In [None]:
from src.requirements import *
from src.audio_handler import AudioDataset, collate_padding
from src.ssl_model import *

## Contrastive loss
$$ L_{SSL} = \sum_i -log \frac{exp(sin(\hat z_i, z_i^+)/\tau)}{\sum_j exp(sin(\hat z_i, z_j^-)/\tau)} $$

- B = Batch size
- T = Temporal Length
- D = Feature dimension

## latent_features (z)
- Latent features are unique representations of an audio sample in N-dimension (here 512-dimensional vector).
- for "namaskar" with each letter representing one vector pos z = [z1, z2, z3, z4, z5, z6, z7, z8]
- say we have masked_indices of shape = (8, 1) given as mask_indices = [1, 1, 0, 0, 1, 0, 1, 1]
- so z_masked = [z1, z2, 0, 0, z5, 0, z7, z8]

## context (c)
- we now have a masked input which has some missing values. now the model needs to understand the context through z_masked.
- context (c) is programmed to understand what z_masked is saying so far.
- c tries to understand and contextualize "na--k-ar"

## predicted queries (q)
- we now have latent_features and context of masked_latent_features, now the model needs to predict based on context
- the model tries to predict queries (q) to fill the masked indices, say we got q = "--ma-k--"

## contrastive loss ($L_{SSL}$)
- we already have latent_features which is the tokenized audio sample, and now predicted queries.

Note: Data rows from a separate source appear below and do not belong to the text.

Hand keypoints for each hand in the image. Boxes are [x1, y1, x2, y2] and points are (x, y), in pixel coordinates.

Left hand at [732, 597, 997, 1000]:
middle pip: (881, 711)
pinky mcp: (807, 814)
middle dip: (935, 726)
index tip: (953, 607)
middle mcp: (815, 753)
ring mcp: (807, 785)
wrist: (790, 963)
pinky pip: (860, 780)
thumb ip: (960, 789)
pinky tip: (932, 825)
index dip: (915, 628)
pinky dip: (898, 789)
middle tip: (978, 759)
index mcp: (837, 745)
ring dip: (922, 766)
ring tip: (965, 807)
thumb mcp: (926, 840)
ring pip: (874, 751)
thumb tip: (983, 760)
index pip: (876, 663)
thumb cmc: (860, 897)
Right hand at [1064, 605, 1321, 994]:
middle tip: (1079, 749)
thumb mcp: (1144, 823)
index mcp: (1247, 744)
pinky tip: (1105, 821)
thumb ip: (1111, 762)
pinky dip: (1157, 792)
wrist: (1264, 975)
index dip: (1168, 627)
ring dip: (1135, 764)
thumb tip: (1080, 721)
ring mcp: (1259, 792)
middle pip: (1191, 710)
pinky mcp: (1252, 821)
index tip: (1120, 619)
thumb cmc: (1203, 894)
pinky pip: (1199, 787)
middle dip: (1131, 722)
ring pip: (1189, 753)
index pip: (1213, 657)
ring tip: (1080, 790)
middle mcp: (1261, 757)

$\hat z_i$ = q = predicted masked representations <br>
$z_i^+$ = not z_masked = whatever values/tokens were masked <br>
$z_i^-$ = negative samples = we are intended to give the model multiple wrong choices so that it learns to pick the most appropriate one (there are no correct answers) <br>
but, these features (instead of manual intervention) are fed to the formula using a random masked values from $z_k$ as a negative sample

In [None]:
# vectorization
def contrastive_loss(z, q, mask=None, temperature=0.1):
    z = F.normalize(z, dim=-1)
    q = F.normalize(q, dim=-1)

    z_cpu = z.detach().cpu()
    q_cpu = q.detach().cpu()

    # batch matrxi-matrix product
    sim_cpu = torch.bmm(q_cpu, z_cpu.transpose(1,2)) / temperature
    sim = sim_cpu.to(z.device, non_blocking=True)

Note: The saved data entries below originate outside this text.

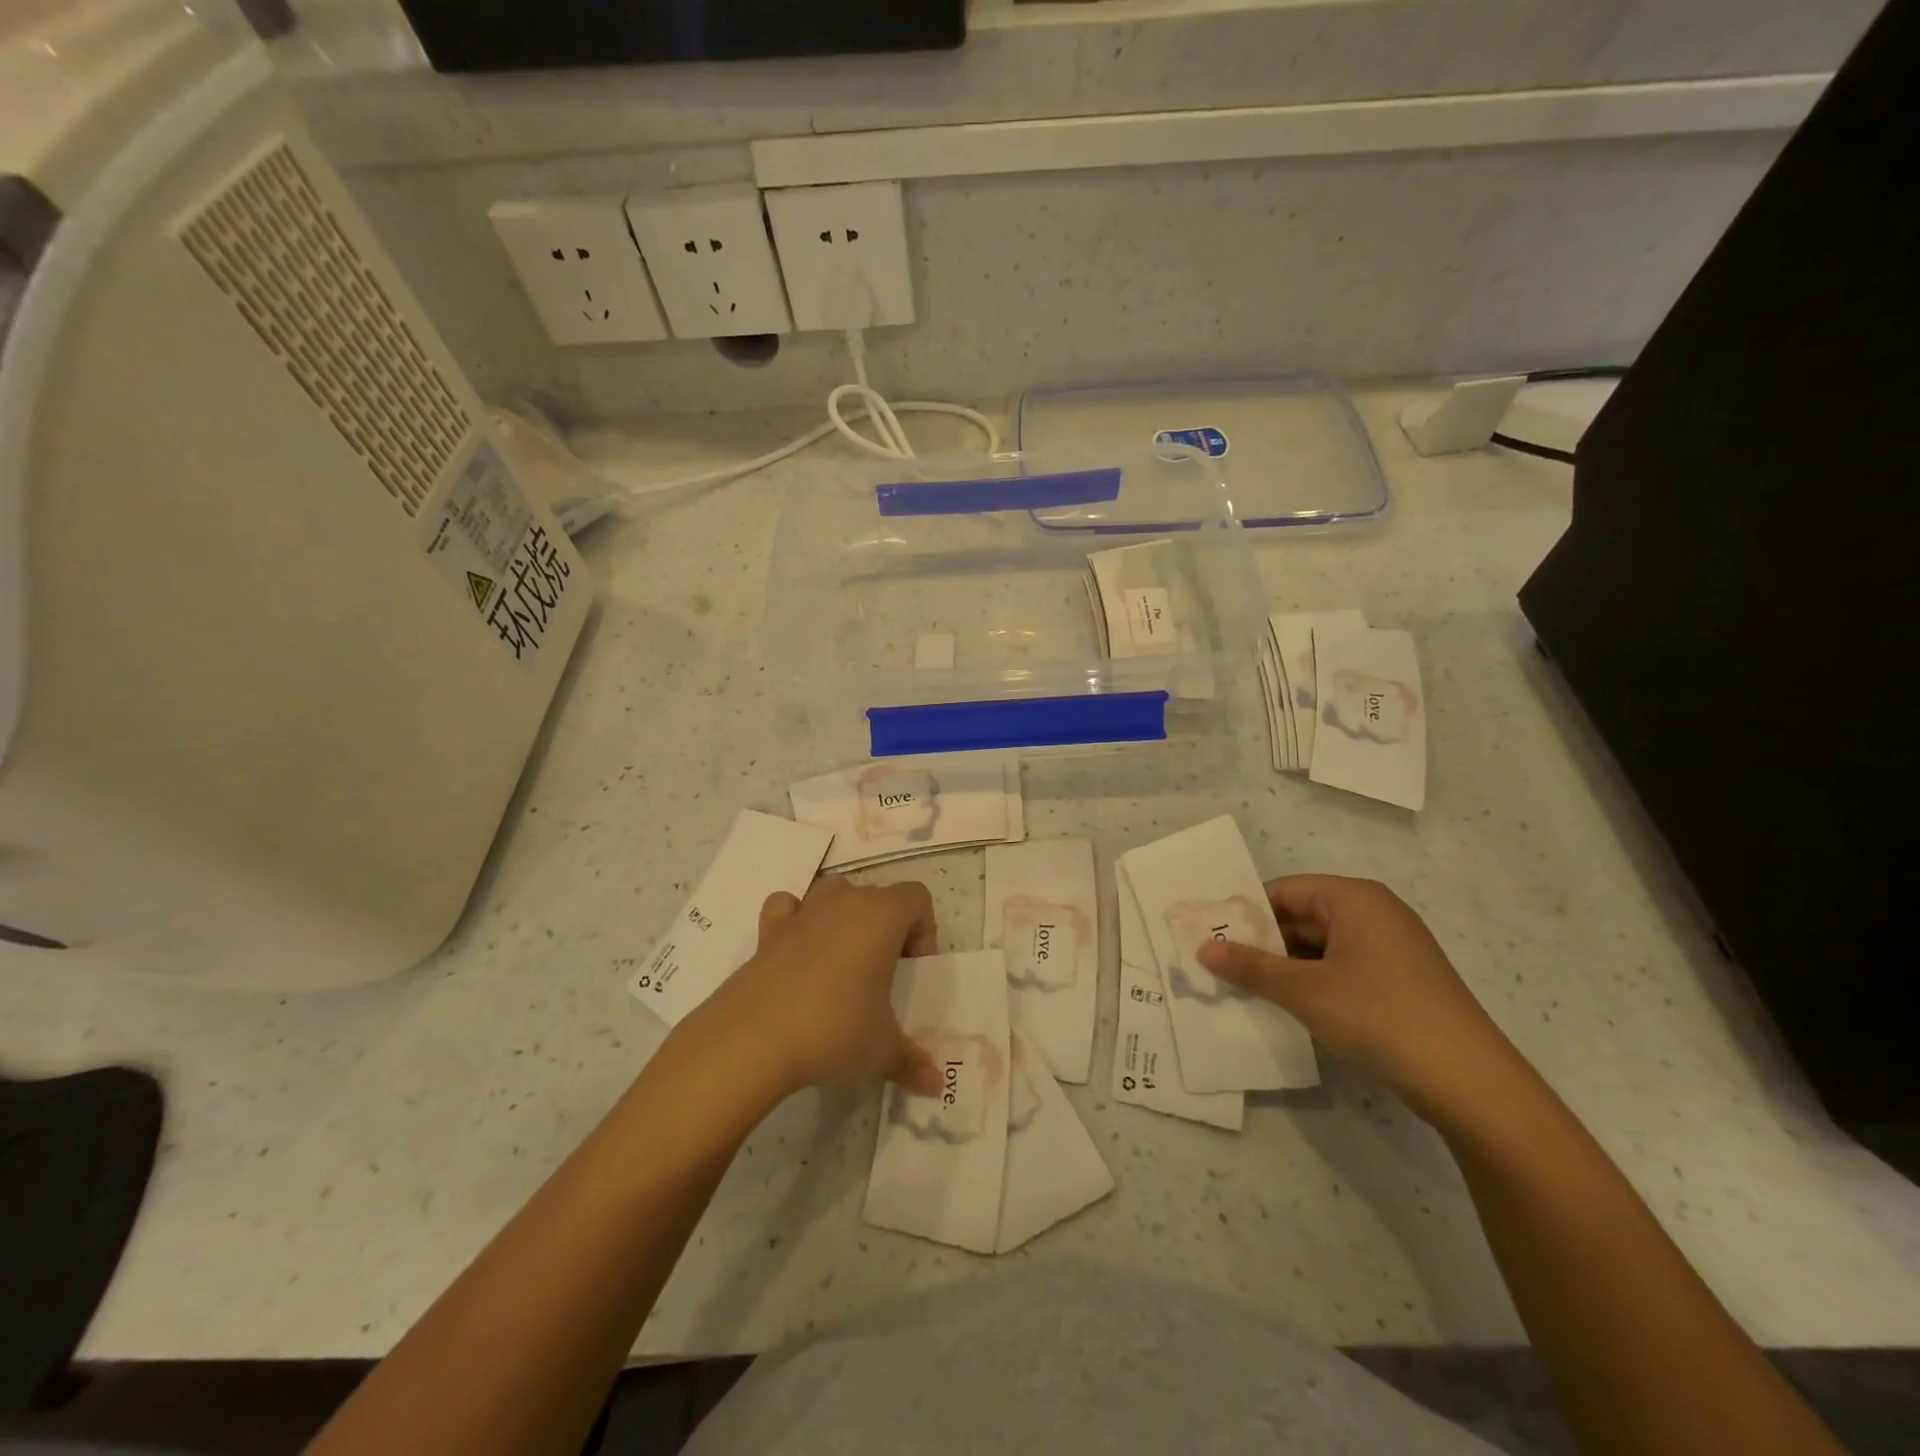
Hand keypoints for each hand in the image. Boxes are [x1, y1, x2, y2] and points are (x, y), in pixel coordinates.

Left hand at [695, 876, 943, 1101]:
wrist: (754, 1038)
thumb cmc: (834, 1029)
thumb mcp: (882, 1050)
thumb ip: (911, 1061)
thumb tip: (935, 1084)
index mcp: (881, 916)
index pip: (917, 897)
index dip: (923, 930)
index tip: (911, 970)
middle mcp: (844, 902)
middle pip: (878, 896)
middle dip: (886, 929)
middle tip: (881, 977)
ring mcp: (803, 912)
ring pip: (834, 892)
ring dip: (844, 917)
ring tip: (842, 963)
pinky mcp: (768, 930)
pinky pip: (788, 907)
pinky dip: (795, 921)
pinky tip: (797, 954)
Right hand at [1196, 875, 1529, 1126]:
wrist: (1470, 1082)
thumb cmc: (1379, 1015)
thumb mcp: (1304, 990)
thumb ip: (1250, 967)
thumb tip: (1202, 949)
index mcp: (1353, 898)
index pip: (1283, 891)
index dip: (1244, 912)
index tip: (1209, 936)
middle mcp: (1374, 912)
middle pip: (1301, 916)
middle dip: (1262, 942)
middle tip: (1218, 964)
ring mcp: (1391, 947)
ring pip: (1320, 945)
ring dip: (1284, 965)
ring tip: (1244, 987)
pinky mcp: (1400, 980)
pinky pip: (1342, 967)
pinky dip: (1313, 981)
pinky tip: (1289, 1005)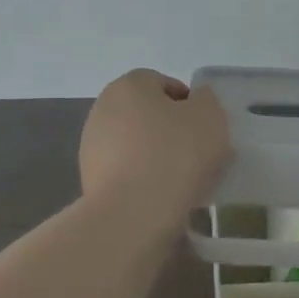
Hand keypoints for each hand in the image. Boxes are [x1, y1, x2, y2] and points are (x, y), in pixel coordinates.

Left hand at [79, 69, 228, 214]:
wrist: (132, 213)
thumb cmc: (175, 155)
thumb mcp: (210, 117)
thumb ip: (206, 100)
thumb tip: (196, 100)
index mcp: (129, 85)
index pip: (163, 83)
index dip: (188, 103)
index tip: (204, 129)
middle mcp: (103, 108)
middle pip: (146, 113)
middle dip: (169, 129)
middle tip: (196, 154)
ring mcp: (92, 144)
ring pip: (134, 143)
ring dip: (155, 155)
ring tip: (181, 180)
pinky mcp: (89, 178)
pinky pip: (125, 171)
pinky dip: (141, 178)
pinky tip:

    sim_pos = sim.diagonal(dim1=1, dim2=2)

    logsum_exp = torch.logsumexp(sim, dim=-1)
    loss = - (sim_pos - logsum_exp)

    if mask is not None:
        loss = loss * mask.float()

    return loss.mean()

In [None]:
def contrastive_loss_chunked(z, q, mask=None, temperature=0.1, chunk_size=256):
    B, T, D = z.shape
    z = F.normalize(z, dim=-1)
    q = F.normalize(q, dim=-1)

    total_loss = 0.0
    total_count = 0

    for start in range(0, T, chunk_size):
        end = min(start + chunk_size, T)
        q_chunk = q[:, start:end, :]  # [B, chunk, D]

        # Compute similarity only for this chunk
        sim = torch.bmm(q_chunk, z.transpose(1, 2)) / temperature  # [B, chunk, T]
        sim_pos = torch.sum(q_chunk * z[:, start:end, :], dim=-1) / temperature  # [B, chunk]
        logsum_exp = torch.logsumexp(sim, dim=-1)  # [B, chunk]
        loss_chunk = -(sim_pos - logsum_exp)  # [B, chunk]

        if mask is not None:
            loss_chunk = loss_chunk * mask[:, start:end].float()

        total_loss += loss_chunk.sum()
        total_count += loss_chunk.numel()

        # free intermediate tensor memory
        del q_chunk, sim, sim_pos, logsum_exp, loss_chunk
        torch.cuda.empty_cache()

    return total_loss / total_count

In [None]:
def train(model, train_dl, loss_fn, epochs, optimizer, scaler, scheduler, device):
    accum = 16
    model.train()
    cumulative_loss = []

    for epoch in range(epochs):
        print(f"Epoch [{epoch+1}/{epochs}]")
        
        for i, batch in enumerate(tqdm(train_dl)):
            batch = batch.to(device)
            
            with torch.autocast(device):
                z, q, mask = model(batch)
                loss = loss_fn(z, q, mask, chunk_size=128) / accum
            scaler.scale(loss).backward()
    
            if (i+1) % accum == 0:
                scaler.step(optimizer)
                scaler.update()
                optimizer.zero_grad()

        scheduler.step()
        print(f"Loss: {loss}")
        cumulative_loss.append(loss)
        torch.cuda.empty_cache()

    torch.save(model.state_dict(), os.path.join("models", "ssl_model_prototype.pth"))
    
    return cumulative_loss

In [None]:
path = os.path.join('data', 'metadata.tsv')
batch_size = 2

train_dataset = AudioDataset(metadata_path=path)
train_dl = DataLoader(
    dataset = train_dataset,
    batch_size = batch_size,
    pin_memory = True,
    collate_fn = collate_padding, 
    shuffle=True
)

In [None]:
learning_rate = 1e-4
device = 'cuda' if torch.cuda.is_available() else 'cpu'

model = SSLAutoregressiveModel().to(device)
optimizer = torch.optim.Adam(model.parameters(), lr=learning_rate)

epochs = 1
scaler = torch.GradScaler(device)
scheduler = StepLR(optimizer, step_size=1, gamma=0.1)

cumulative_loss = train(model, train_dl, contrastive_loss_chunked, epochs, optimizer, scaler, scheduler, device)